_About this exercise_: Where does the word "roads" show up in the records? Copy every line that has it.

_Data shown_:
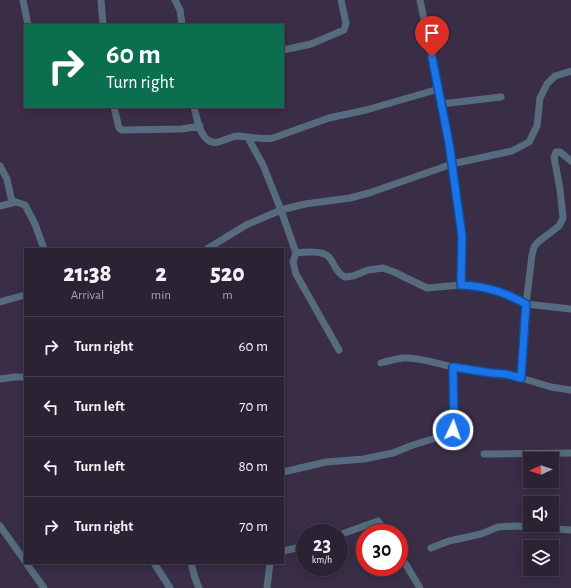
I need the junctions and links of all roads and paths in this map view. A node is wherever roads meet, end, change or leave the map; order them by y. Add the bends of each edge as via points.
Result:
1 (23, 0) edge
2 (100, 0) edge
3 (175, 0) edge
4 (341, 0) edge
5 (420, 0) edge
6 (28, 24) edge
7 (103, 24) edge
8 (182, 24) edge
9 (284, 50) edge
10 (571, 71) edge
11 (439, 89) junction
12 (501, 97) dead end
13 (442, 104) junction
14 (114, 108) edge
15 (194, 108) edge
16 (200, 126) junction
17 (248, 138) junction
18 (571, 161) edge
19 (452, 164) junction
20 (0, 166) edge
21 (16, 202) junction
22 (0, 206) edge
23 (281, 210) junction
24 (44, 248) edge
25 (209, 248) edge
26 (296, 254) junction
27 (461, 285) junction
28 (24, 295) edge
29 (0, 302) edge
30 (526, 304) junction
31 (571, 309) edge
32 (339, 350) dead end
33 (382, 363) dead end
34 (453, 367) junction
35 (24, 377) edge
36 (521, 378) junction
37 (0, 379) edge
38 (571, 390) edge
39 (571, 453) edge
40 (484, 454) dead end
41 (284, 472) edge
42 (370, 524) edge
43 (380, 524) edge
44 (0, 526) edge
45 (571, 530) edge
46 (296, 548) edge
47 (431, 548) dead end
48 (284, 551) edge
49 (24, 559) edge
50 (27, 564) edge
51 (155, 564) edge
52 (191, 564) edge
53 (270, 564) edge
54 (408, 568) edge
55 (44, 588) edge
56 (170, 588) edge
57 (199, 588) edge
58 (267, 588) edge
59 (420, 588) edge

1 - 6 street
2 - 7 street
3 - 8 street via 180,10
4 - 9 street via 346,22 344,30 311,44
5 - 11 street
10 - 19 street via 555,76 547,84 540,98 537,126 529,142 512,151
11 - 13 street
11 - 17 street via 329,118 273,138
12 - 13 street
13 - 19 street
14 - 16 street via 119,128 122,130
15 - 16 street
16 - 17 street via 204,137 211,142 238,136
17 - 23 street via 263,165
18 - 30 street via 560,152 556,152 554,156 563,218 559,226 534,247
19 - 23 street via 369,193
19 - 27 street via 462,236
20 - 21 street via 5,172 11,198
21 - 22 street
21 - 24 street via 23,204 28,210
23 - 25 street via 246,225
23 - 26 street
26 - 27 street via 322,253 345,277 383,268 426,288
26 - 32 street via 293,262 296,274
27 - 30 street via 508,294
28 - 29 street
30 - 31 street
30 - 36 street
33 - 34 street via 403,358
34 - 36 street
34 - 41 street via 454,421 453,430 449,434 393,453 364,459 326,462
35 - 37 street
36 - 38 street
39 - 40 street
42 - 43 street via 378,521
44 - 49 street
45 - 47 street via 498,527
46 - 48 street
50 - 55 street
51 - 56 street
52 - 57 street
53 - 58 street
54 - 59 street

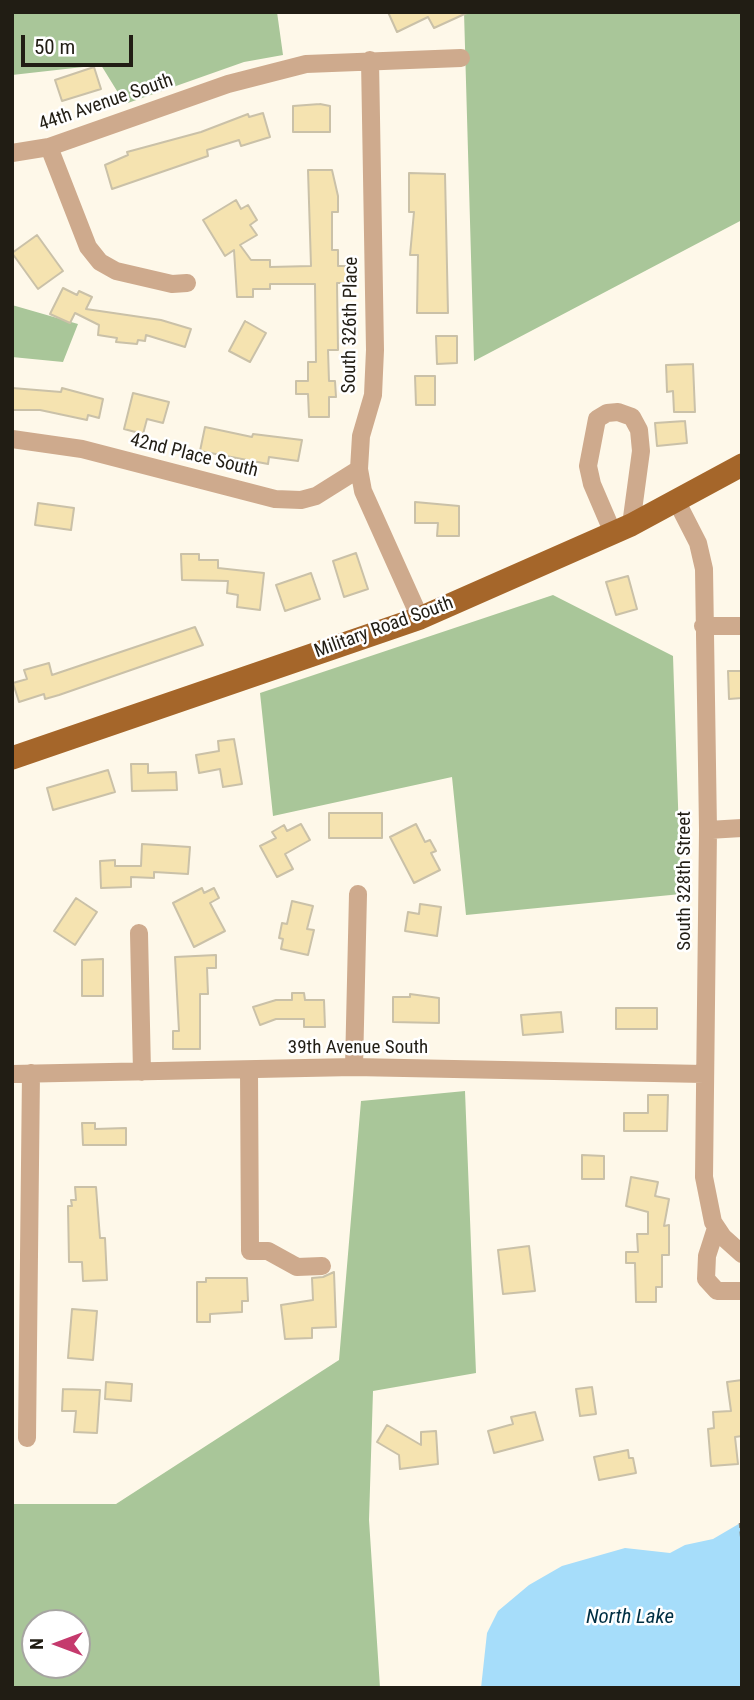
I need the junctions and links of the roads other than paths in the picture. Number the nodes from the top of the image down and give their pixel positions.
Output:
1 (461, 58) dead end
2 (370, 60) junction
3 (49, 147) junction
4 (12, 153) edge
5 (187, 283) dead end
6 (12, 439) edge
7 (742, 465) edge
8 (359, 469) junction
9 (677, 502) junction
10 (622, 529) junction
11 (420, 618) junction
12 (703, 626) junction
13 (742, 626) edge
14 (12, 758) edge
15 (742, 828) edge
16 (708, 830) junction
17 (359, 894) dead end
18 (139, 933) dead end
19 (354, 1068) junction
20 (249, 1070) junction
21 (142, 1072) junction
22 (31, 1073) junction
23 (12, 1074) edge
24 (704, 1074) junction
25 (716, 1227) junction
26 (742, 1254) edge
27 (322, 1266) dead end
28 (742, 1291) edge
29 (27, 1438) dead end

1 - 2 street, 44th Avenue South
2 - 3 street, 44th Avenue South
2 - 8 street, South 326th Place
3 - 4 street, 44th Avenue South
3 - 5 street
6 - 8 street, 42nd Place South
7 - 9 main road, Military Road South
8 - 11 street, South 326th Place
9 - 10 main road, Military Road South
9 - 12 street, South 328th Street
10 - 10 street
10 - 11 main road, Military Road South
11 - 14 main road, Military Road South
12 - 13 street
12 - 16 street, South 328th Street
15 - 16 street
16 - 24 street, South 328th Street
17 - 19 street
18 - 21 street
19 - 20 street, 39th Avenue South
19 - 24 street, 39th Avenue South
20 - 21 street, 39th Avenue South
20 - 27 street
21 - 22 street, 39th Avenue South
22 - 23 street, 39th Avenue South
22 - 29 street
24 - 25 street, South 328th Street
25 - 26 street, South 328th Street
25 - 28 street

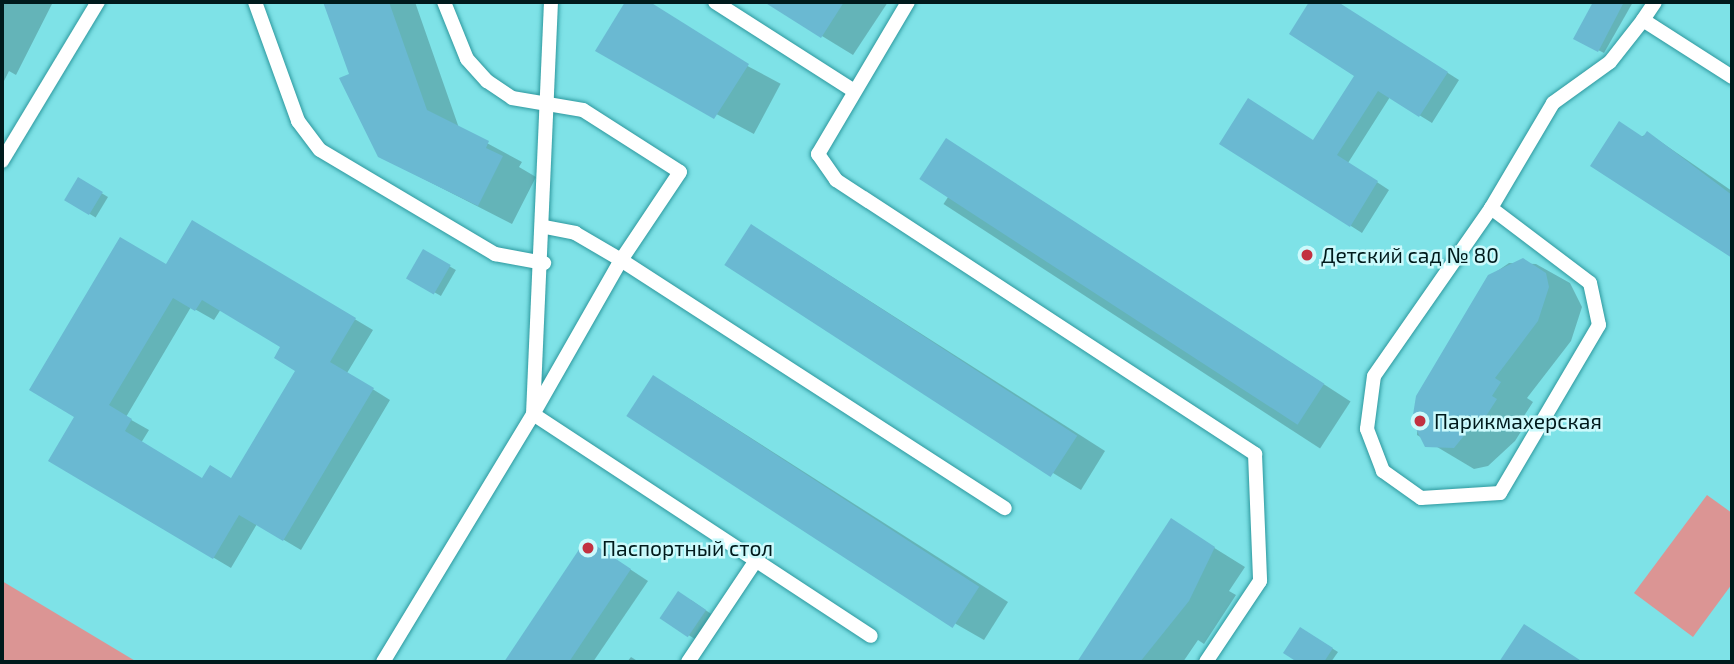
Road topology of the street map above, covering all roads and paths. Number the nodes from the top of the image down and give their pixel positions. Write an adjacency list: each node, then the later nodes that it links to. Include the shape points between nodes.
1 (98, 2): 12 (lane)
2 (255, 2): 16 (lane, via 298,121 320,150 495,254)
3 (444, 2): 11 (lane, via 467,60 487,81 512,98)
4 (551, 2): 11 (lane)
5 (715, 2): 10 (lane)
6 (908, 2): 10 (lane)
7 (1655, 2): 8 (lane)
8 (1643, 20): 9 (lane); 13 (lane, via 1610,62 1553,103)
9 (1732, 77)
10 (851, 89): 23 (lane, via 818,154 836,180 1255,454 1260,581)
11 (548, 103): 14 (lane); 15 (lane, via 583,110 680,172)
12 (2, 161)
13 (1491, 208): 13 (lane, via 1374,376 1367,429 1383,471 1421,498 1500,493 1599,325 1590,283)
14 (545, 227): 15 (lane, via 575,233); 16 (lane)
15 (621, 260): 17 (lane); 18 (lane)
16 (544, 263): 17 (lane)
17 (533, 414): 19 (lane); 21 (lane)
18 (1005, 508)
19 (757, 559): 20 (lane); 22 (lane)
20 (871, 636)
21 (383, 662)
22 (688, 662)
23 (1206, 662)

_Response to the task_:
I need the junctions and links of all roads and paths in this map view. A node is wherever roads meet, end, change or leave the map; order them by y. Add the bends of each edge as via points.
I need the junctions and links of the roads other than paths in the picture. Number the nodes from the top of the image down and give their pixel positions.
Road topology of the street map above, covering all roads and paths. Number the nodes from the top of the image down and give their pixel positions. Write an adjacency list: each node, then the later nodes that it links to. Include the shape points between nodes.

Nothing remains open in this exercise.